- _PROBLEM DESCRIPTION_:
Given the entries that follow, write out exactly the lines starting at the one containing "middle tip: (209, 156)" and ending at the one containing "middle tip: (1011, 934)", both ends included, and only those.

- _Structured pose outputs_:
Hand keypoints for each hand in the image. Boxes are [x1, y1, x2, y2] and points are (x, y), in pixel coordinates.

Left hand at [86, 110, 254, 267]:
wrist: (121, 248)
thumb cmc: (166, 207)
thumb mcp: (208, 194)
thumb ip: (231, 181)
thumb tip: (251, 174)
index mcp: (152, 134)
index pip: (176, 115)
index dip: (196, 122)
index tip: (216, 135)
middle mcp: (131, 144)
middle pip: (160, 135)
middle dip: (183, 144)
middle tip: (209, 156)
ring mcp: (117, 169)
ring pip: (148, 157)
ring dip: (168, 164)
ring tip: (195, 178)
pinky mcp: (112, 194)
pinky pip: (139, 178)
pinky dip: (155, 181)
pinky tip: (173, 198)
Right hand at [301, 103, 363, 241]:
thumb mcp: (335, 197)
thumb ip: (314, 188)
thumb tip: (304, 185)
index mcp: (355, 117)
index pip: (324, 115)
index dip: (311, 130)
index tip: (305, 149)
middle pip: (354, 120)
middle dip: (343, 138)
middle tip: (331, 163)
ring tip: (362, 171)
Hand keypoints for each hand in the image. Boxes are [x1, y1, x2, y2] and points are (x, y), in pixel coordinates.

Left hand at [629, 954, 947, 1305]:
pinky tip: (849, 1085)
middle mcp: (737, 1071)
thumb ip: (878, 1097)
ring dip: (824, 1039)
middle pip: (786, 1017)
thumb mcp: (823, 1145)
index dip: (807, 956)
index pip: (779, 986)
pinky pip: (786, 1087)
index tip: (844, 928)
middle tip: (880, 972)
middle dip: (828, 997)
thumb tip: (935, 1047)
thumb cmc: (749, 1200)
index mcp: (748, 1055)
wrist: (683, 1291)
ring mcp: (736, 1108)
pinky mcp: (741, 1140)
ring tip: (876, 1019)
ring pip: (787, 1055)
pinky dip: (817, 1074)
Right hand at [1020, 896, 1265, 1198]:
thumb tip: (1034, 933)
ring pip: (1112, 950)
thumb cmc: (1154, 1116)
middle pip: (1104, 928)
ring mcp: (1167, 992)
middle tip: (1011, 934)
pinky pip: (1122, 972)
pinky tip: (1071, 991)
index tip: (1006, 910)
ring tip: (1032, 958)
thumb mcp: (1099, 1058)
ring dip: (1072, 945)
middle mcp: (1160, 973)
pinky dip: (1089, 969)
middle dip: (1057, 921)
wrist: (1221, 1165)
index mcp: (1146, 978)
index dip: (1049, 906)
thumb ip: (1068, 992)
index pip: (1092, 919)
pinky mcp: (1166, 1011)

...

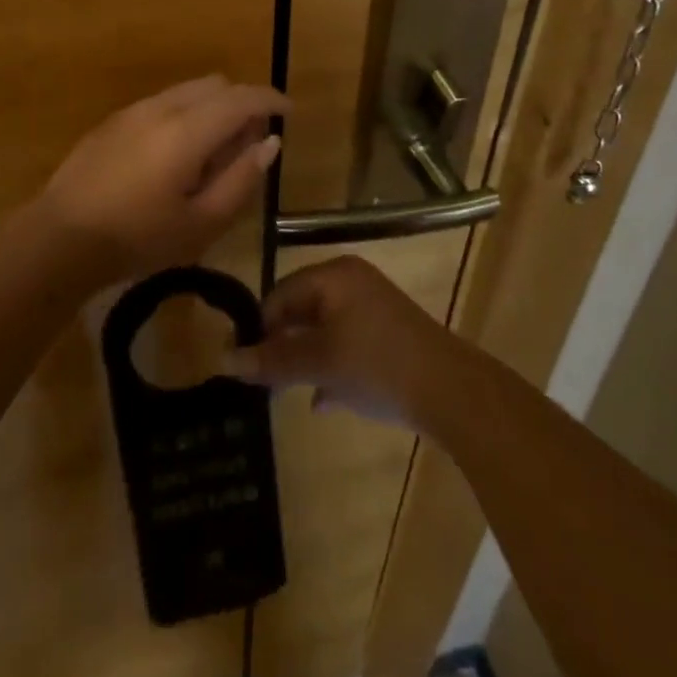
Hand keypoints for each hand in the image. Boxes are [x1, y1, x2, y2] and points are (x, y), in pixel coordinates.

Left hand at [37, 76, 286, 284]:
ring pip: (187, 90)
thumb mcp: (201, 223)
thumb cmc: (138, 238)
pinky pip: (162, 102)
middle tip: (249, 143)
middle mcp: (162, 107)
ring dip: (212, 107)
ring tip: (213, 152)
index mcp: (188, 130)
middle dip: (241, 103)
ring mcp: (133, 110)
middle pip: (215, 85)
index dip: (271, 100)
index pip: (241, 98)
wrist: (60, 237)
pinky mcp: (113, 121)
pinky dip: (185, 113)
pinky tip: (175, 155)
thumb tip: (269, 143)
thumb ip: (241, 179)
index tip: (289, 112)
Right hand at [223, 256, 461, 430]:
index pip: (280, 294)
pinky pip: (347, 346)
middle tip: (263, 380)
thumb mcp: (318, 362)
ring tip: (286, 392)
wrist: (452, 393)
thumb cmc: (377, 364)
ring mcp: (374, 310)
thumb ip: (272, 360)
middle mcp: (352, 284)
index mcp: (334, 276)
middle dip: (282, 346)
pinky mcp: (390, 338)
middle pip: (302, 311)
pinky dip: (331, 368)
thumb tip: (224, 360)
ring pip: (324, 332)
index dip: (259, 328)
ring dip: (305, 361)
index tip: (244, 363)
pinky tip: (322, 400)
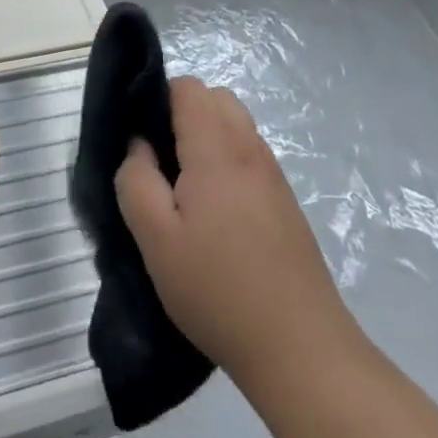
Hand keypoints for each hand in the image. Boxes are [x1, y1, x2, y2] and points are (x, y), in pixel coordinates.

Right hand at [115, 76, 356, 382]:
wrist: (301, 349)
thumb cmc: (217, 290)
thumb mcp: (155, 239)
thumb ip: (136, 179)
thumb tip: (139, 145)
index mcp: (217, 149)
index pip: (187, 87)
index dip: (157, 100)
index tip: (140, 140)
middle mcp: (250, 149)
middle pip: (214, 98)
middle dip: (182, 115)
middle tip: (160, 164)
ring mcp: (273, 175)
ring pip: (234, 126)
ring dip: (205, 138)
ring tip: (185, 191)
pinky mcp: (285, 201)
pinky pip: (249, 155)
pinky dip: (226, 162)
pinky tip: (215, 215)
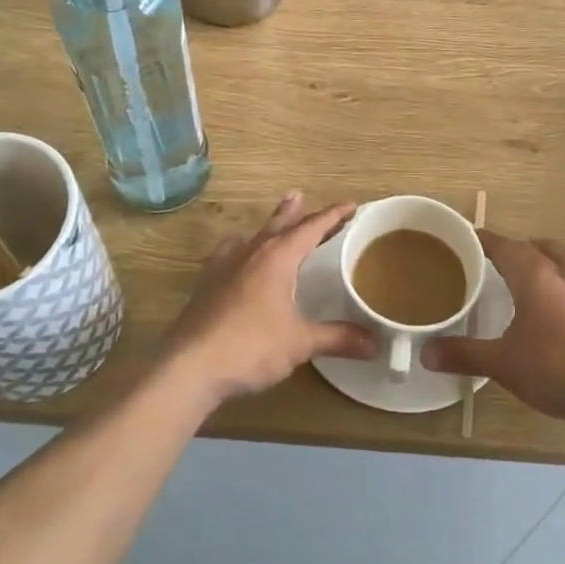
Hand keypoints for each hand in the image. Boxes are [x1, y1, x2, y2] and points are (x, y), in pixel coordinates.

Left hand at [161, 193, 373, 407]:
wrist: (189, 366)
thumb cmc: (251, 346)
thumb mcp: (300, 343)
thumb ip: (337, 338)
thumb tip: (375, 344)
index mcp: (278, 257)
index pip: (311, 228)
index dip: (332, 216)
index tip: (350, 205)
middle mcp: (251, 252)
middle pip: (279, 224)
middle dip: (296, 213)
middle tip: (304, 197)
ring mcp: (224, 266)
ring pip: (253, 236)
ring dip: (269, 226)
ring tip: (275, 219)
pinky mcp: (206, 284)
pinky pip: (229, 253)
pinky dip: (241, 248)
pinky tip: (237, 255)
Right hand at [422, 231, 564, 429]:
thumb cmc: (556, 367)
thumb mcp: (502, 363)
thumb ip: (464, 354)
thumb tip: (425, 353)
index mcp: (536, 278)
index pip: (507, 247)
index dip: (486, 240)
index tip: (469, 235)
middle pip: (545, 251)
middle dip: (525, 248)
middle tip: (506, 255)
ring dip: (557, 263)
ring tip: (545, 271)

* * *

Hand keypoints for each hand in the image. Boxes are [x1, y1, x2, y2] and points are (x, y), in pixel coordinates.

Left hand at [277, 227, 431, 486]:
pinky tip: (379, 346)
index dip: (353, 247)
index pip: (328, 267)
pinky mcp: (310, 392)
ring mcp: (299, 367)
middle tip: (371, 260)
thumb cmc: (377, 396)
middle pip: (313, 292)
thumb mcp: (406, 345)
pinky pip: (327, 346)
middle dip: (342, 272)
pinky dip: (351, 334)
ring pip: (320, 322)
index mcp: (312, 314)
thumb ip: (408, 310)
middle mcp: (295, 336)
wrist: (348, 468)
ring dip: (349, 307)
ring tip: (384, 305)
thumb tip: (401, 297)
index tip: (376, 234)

- _WRITTEN SOLUTION_:
middle tip: (209, 156)
ring mcp: (117, 169)
ring pip: (148, 157)
ring dip: (168, 164)
ring tip: (195, 178)
pinky mcp: (112, 194)
pinky pip: (139, 178)
pinky dip: (155, 181)
pinky tip: (173, 198)
Right hand at [301, 103, 363, 241]:
thumb mcp: (335, 197)
thumb ip: (314, 188)
thumb tip: (304, 185)
index mcp: (355, 117)
index pip: (324, 115)
index dip: (311, 130)
index tip: (305, 149)
middle pip: (354, 120)
middle dip: (343, 138)
middle tip: (331, 163)
ring tip: (362, 171)
Hand keypoints for each hand in the image. Boxes are [x1, y1, x2, y2] and points are (x, y), in pixel coordinates.

Left hand at [629, 954, 947, 1305]:
pinky tip: (849, 1085)
middle mcp: (737, 1071)
thumb ip: (878, 1097)
ring dip: (824, 1039)
middle pip: (786, 1017)
thumb mcp: (823, 1145)
index dip: (807, 956)
index pip: (779, 986)
pinky pip: (786, 1087)
index tip: (844, 928)
middle tip: (880, 972)
middle dip: (828, 997)
thumb tip: (935, 1047)
thumb cmc: (749, 1200)
index mcp: (748, 1055)
wrist: (683, 1291)
ring mcp: (736, 1108)
pinky mcp: (741, 1140)
ring tip: (876, 1019)
ring pip: (787, 1055)
pinky dip: (817, 1074)
Right hand at [1020, 896, 1265, 1198]:
thumb tip: (1034, 933)
ring pip: (1112, 950)
thumb cmc: (1154, 1116)
middle pip: (1104, 928)
ring mcp: (1167, 992)
middle tip: (1011, 934)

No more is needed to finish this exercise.